Friday, May 19, 2017 - 12:00
Dissertation Defence Hall (K. Donelaičio St. 73- 403 room)

Author, Institution: Eglė Jakubauskienė, Kaunas University of Technology

Science Area, Field of Science: Technological Sciences, Chemical Engineering – 05T

Summary of the Doctoral Thesis: Summary

Scientific Supervisor:  dr. Arvydas KANOPKA (Vilnius University, Biomedical Sciences, Biology, 01B).

Dissertation Defence Board of Chemical Engineering Science Field:

Prof. Dr. Petras Rimantas VENSKUTONIS (Kaunas University of Technology, Technological Sciences, Chemical Engineering, 05T) – chairman;
Prof. Dr. Darius BALČIŪNAS (Temple University, USA, Biomedical Sciences, Medicine, 07B);
Dr. Ilona JONUŠKIENĖ (Kaunas University of Technology, Technological Sciences, Chemical Engineering, 05T);
Prof. Dr. Kęstutis SUŢIEDĖLIS (National Cancer Institute, Biomedical Sciences, Biology, 01B);
Prof. Dr. Dalė VIEŢELIENĖ (Lithuanian University of Health Sciences, Biomedical Sciences, Biology, 01B).
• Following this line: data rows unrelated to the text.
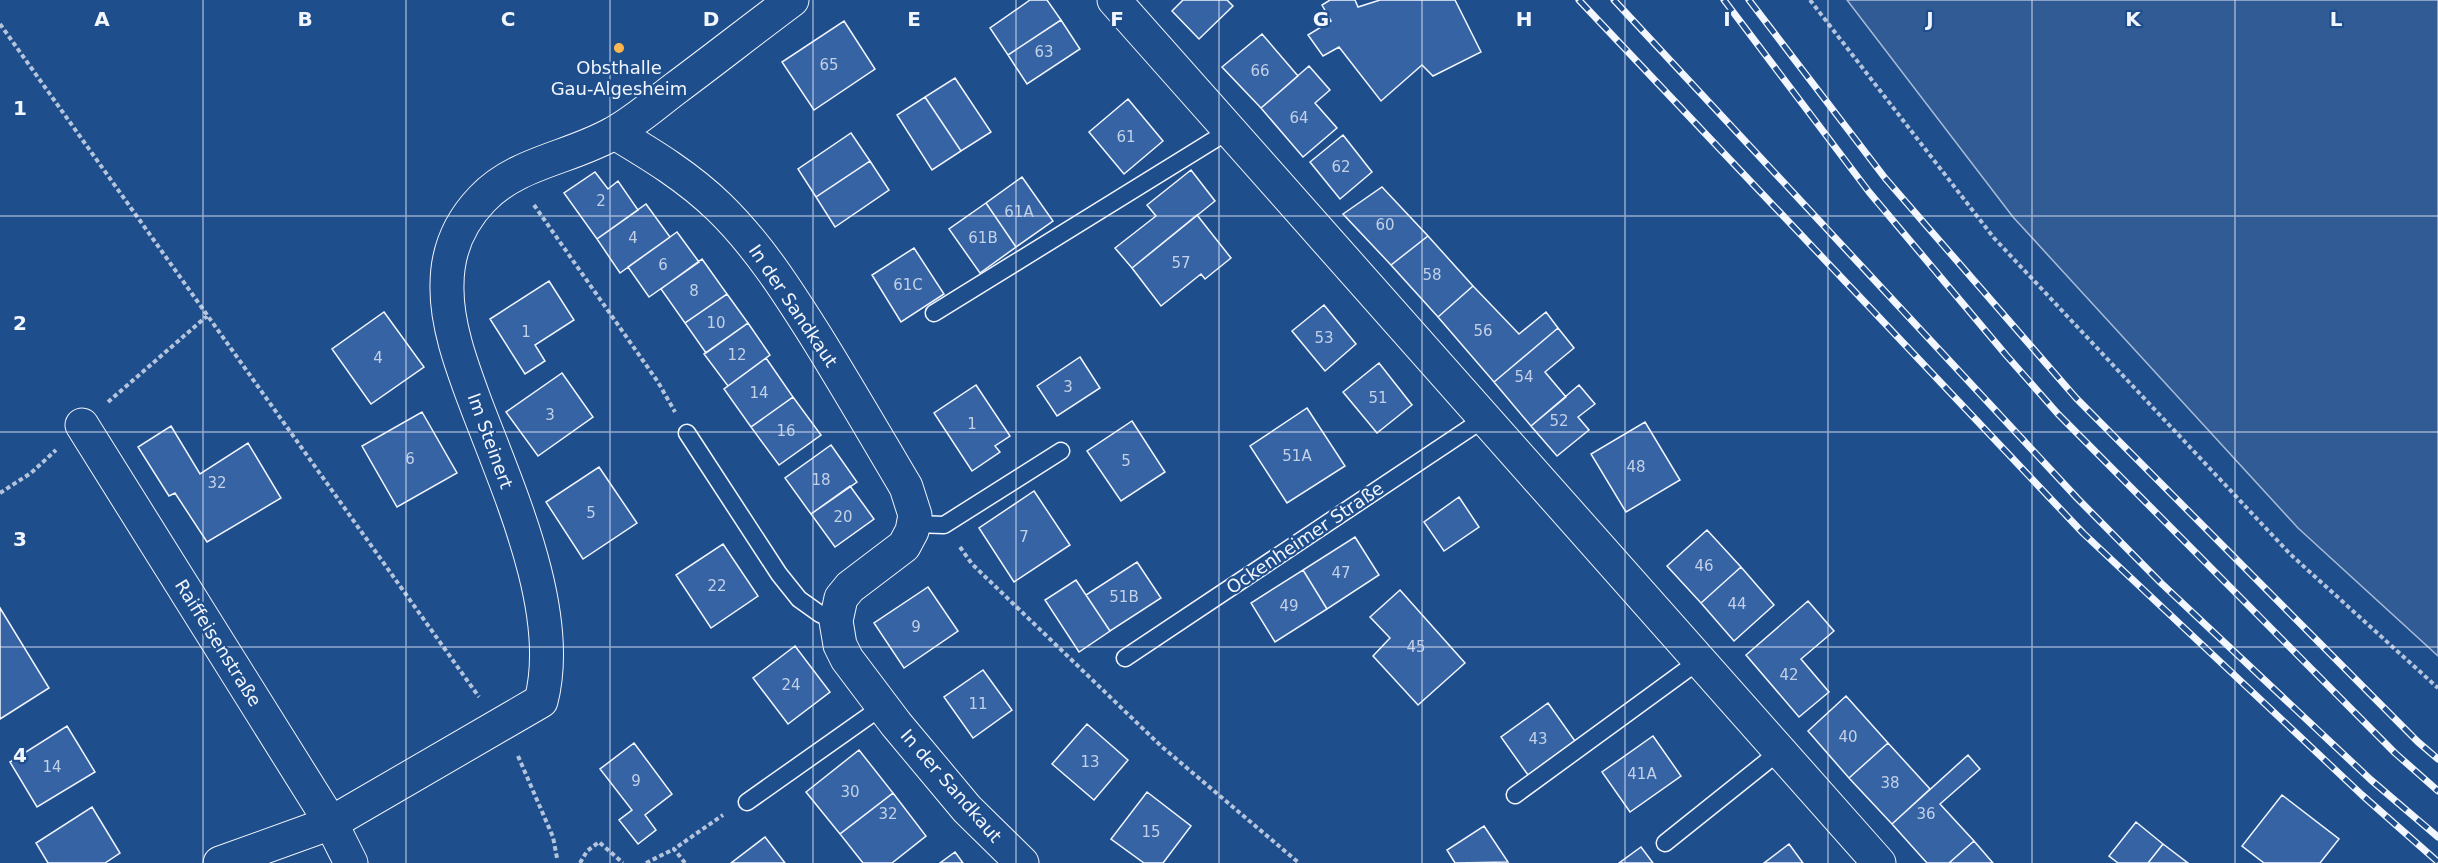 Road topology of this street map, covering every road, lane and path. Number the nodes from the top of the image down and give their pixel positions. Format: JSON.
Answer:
{"nodes":[{"id":1,"x":792,"y":0,"type":"edge"},
{"id":2,"x":1114,"y":0,"type":"edge"},
{"id":3,"x":1810,"y":0,"type":"edge"},
{"id":4,"x":0,"y":24,"type":"edge"},
{"id":5,"x":1230,"y":130,"type":"junction"},
{"id":6,"x":615,"y":133,"type":"junction"},
{"id":7,"x":510,"y":177,"type":"junction"},
{"id":8,"x":934,"y":313,"type":"dead end"},
{"id":9,"x":1485,"y":418,"type":"junction"},
{"id":10,"x":82,"y":425,"type":"dead end"},
{"id":11,"x":687,"y":433,"type":"joint"},
{"id":12,"x":1061,"y":451,"type":"dead end"},
{"id":13,"x":929,"y":524,"type":"junction"},
{"id":14,"x":836,"y":621,"type":"junction"},
{"id":15,"x":1125,"y":658,"type":"dead end"},
{"id":16,"x":1700,"y":660,"type":"junction"},
{"id":17,"x":2438,"y":687,"type":"edge"},
{"id":18,"x":883,"y":706,"type":"junction"},
{"id":19,"x":499,"y":725,"type":"junction"},
{"id":20,"x":1780,"y":752,"type":"junction"},
{"id":21,"x":1515,"y":795,"type":"dead end"},
{"id":22,"x":747,"y":802,"type":"joint"},
{"id":23,"x":331,"y":823,"type":"junction"},
{"id":24,"x":1665,"y":843,"type":"dead end"},
{"id":25,"x":675,"y":849,"type":"junction"},
{"id":26,"x":557,"y":858,"type":"dead end"},
{"id":27,"x":220,"y":863,"type":"edge"},
{"id":28,"x":351,"y":863,"type":"edge"},
{"id":29,"x":580,"y":863,"type":"edge"},
{"id":30,"x":623,"y":863,"type":"edge"},
{"id":31,"x":646,"y":863,"type":"edge"},
{"id":32,"x":685,"y":863,"type":"edge"},
{"id":33,"x":1022,"y":863,"type":"edge"},
{"id":34,"x":1299,"y":863,"type":"edge"},
{"id":35,"x":1879,"y":863,"type":"edge"}],
"edges":[{"from":1,"to":6,"type":"street","name":"Im Steinert"},
{"from":2,"to":5,"type":"street"},
{"from":3,"to":17,"type":"path"},
{"from":4,"to":19,"type":"path"},
{"from":5,"to":8,"type":"lane"},
{"from":5,"to":9,"type":"street"},
{"from":6,"to":7,"type":"street","name":"Im Steinert"},
{"from":6,"to":13,"type":"street","name":"In der Sandkaut"},
{"from":7,"to":11,"type":"path"},
{"from":7,"to":19,"type":"street","name":"Im Steinert"},
{"from":9,"to":15,"type":"lane","name":"Ockenheimer Straße"},
{"from":9,"to":16,"type":"street"},
{"from":10,"to":23,"type":"street","name":"Raiffeisenstraße"},
{"from":11,"to":14,"type":"lane"},
{"from":12,"to":13,"type":"lane"},
{"from":13,"to":14,"type":"street"},
{"from":13,"to":34,"type":"path"},
{"from":14,"to":18,"type":"street","name":"In der Sandkaut"},
{"from":16,"to":20,"type":"street"},
{"from":16,"to":21,"type":"lane"},
{"from":18,"to":22,"type":"lane"},
{"from":18,"to":33,"type":"street","name":"In der Sandkaut"},
{"from":19,"to":23,"type":"street","name":"Im Steinert"},
{"from":19,"to":26,"type":"path"},
{"from":20,"to":24,"type":"lane"},
{"from":20,"to":35,"type":"street"},
{"from":22,"to":25,"type":"path"},
{"from":23,"to":27,"type":"street","name":"Im Steinert"},
{"from":23,"to":28,"type":"street","name":"Raiffeisenstraße"},
{"from":25,"to":31,"type":"path"},
{"from":25,"to":32,"type":"path"},
{"from":29,"to":30,"type":"path"}]}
The Doctoral Thesis is available on the internet and at the library of Kaunas University of Technology (K. Donelaičio St. 20, Kaunas)


Pre-mRNA splicing is one of the essential steps in the regulation of the eukaryotic gene expression, and it is not surprising that the disruption of the normal splicing patterns can lead to various human diseases or contribute to their severity.
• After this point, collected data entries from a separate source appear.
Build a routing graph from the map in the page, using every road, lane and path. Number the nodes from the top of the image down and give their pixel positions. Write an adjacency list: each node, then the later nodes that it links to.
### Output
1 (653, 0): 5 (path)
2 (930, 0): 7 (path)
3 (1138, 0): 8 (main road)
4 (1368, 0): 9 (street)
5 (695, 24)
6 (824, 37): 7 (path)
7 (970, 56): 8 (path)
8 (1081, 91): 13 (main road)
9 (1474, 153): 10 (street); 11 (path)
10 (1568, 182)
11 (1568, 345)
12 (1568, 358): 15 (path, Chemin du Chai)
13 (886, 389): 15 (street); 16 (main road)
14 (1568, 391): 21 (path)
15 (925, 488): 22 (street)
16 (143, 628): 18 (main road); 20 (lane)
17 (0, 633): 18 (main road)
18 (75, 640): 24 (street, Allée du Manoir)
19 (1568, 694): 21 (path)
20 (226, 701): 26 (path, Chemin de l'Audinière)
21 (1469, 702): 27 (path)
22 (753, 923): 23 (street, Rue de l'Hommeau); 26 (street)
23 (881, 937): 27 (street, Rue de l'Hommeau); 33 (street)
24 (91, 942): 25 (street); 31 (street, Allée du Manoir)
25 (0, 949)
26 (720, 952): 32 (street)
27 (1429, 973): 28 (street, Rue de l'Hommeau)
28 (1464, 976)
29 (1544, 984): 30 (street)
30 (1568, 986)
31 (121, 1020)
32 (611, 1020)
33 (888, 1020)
  1. To analyze the effect of G/A polymorphism in MAO-B gene intron 13 sequence for pre-mRNA splicing, to identify the factors involved in such regulation and to study the MAO-B protein expression levels in the platelet fraction of healthy individuals and Parkinsonian patients.
  2. To identify factors regulating oxygen tension-dependent alternative pre-mRNA splicing and to find a possibility to control the hypoxia-dependent splice site usage.

This study demonstrates that G/A polymorphism in MAO-B gene intron 13 sequence stimulates the efficiency of the intronic sequence removal from MAO-B pre-mRNA and that it influences protein expression levels in cells. The increased MAO-B protein levels could serve as a Parkinson’s disease marker.

Alternative pre-mRNA splicing plays an important role in cellular response to hypoxia producing multiple mRNA isoforms from the same pre-mRNA. We report that SR proteins in hypoxic cells are hyper-phosphorylated in comparison with normoxic cells, and this enhancement is caused by an increase in the expression of specific SR protein kinases (SRPK1, SRPK2 and CLK1) in hypoxic cells. The reduction of CLK1 cellular expression levels reduces the hypoxia-dependent CAIX and Cyr61 alternative pre-mRNA splicing.